(Stored data entries)
********

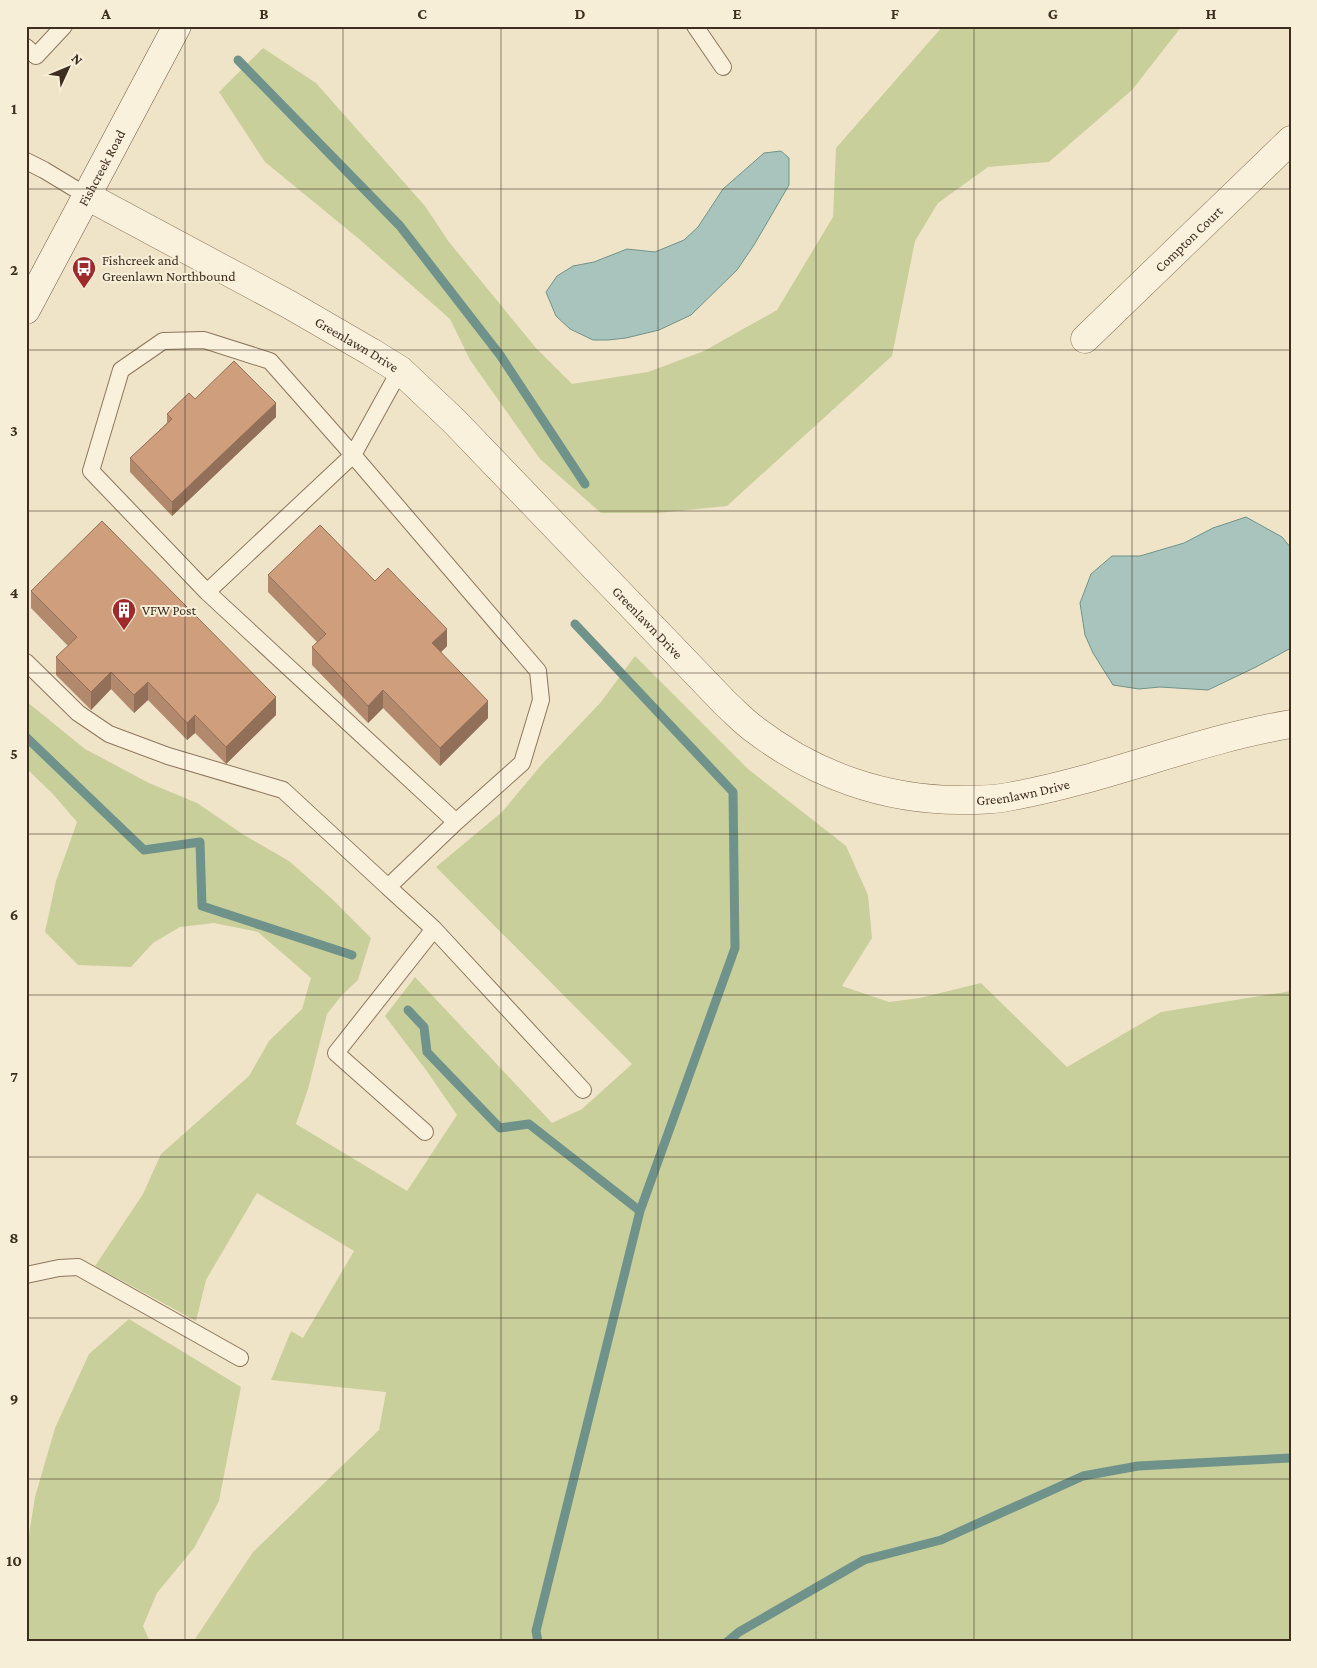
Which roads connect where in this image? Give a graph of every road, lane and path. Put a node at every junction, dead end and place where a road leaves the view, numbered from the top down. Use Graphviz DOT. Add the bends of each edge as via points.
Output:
graph roads {
  1 [pos="64,26"];
  2 [pos="177,26"];
  3 [pos="695,26"];
  4 [pos="26,47"];
  5 [pos="723,67"];
  6 [pos="1291,140"];
  7 [pos="26,161"];
  8 [pos="87,196"];
  9 [pos="26,310"];
  10 [pos="1085,339"];
  11 [pos="400,370"];
  12 [pos="353,454"];
  13 [pos="207,592"];
  14 [pos="26,662"];
  15 [pos="1291,724"];
  16 [pos="456,822"];
  17 [pos="388,887"];
  18 [pos="434,929"];
  19 [pos="583,1090"];
  20 [pos="425,1132"];
  21 [pos="26,1275"];
  22 [pos="240,1358"];
  1 -- 4 [label="lane" via="36,56"];
  2 -- 8 [label="street, Fishcreek Road"];
  3 -- 5 [label="lane"];
  6 -- 10 [label="street, Compton Court"];
  7 -- 8 [label="lane"];
  8 -- 9 [label="street, Fishcreek Road"];
  8 -- 11 [label="street, Greenlawn Drive" via="299,310"];
  11 -- 12 [label="lane"];
  11 -- 15 [label="street, Greenlawn Drive" via="461,428 726,704 753,729 786,752 824,772 862,787 902,796 938,800 1012,797"];
  12 -- 13 [label="lane"];
  12 -- 13 [label="lane" via="270,361 204,340 163,341 121,370 91,471"];
  12 -- 16 [label="lane" via="538,671 541,700 522,763"];
  13 -- 16 [label="lane"];
  14 -- 17 [label="lane" via="78,713 109,734 168,756 283,790"];
  16 -- 17 [label="lane"];
  17 -- 18 [label="lane"];
  18 -- 19 [label="lane"];
  18 -- 20 [label="lane" via="336,1053"];
  21 -- 22 [label="lane" via="78,1267"];
}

********

## DIRECTIONS FOR THIS TASK
All preceding records should be duplicated verbatim, images excepted.

## RESPONSE TO THE TASK
Which roads connect where in this image? Give a graph of every road, lane and path. Put a node at every junction, dead end and place where a road leaves the view, numbered from the top down. Use Graphviz DOT. Add the bends of each edge as via points.
Output:
graph roads {
  1 [pos="64,26"];
  2 [pos="177,26"];
  3 [pos="695,26"];
  4 [pos="26,47"];
  5 [pos="723,67"];
  6 [pos="1291,140"];
  7 [pos="26,161"];
  8 [pos="87,196"];
  9 [pos="26,310"];
  10 [pos="1085,339"];
  11 [pos="400,370"];
  12 [pos="353,454"];
  13 [pos="207,592"];
  14 [pos="26,662"];
  15 [pos="1291,724"];
  16 [pos="456,822"];
  17 [pos="388,887"];
  18 [pos="434,929"];
  19 [pos="583,1090"];
  20 [pos="425,1132"];
  21 [pos="26,1275"];
  22 [pos="240,1358"];
  1 -- 4 [label="lane" via="36,56"];
  2 -- 8 [label="street, Fishcreek Road"];
  3 -- 5 [label="lane"];
  6 -- 10 [label="street, Compton Court"];
  7 -- 8 [label="lane"];
  8 -- 9 [label="street, Fishcreek Road"];
  8 -- 11 [label="street, Greenlawn Drive" via="299,310"];
  11 -- 12 [label="lane"];
  11 -- 15 [label="street, Greenlawn Drive" via="461,428 726,704 753,729 786,752 824,772 862,787 902,796 938,800 1012,797"];
  12 -- 13 [label="lane"];
  12 -- 13 [label="lane" via="270,361 204,340 163,341 121,370 91,471"];
  12 -- 16 [label="lane" via="538,671 541,700 522,763"];
  13 -- 16 [label="lane"];
  14 -- 17 [label="lane" via="78,713 109,734 168,756 283,790"];
  16 -- 17 [label="lane"];
  17 -- 18 [label="lane"];
  18 -- 19 [label="lane"];
  18 -- 20 [label="lane" via="336,1053"];
  21 -- 22 [label="lane" via="78,1267"];
}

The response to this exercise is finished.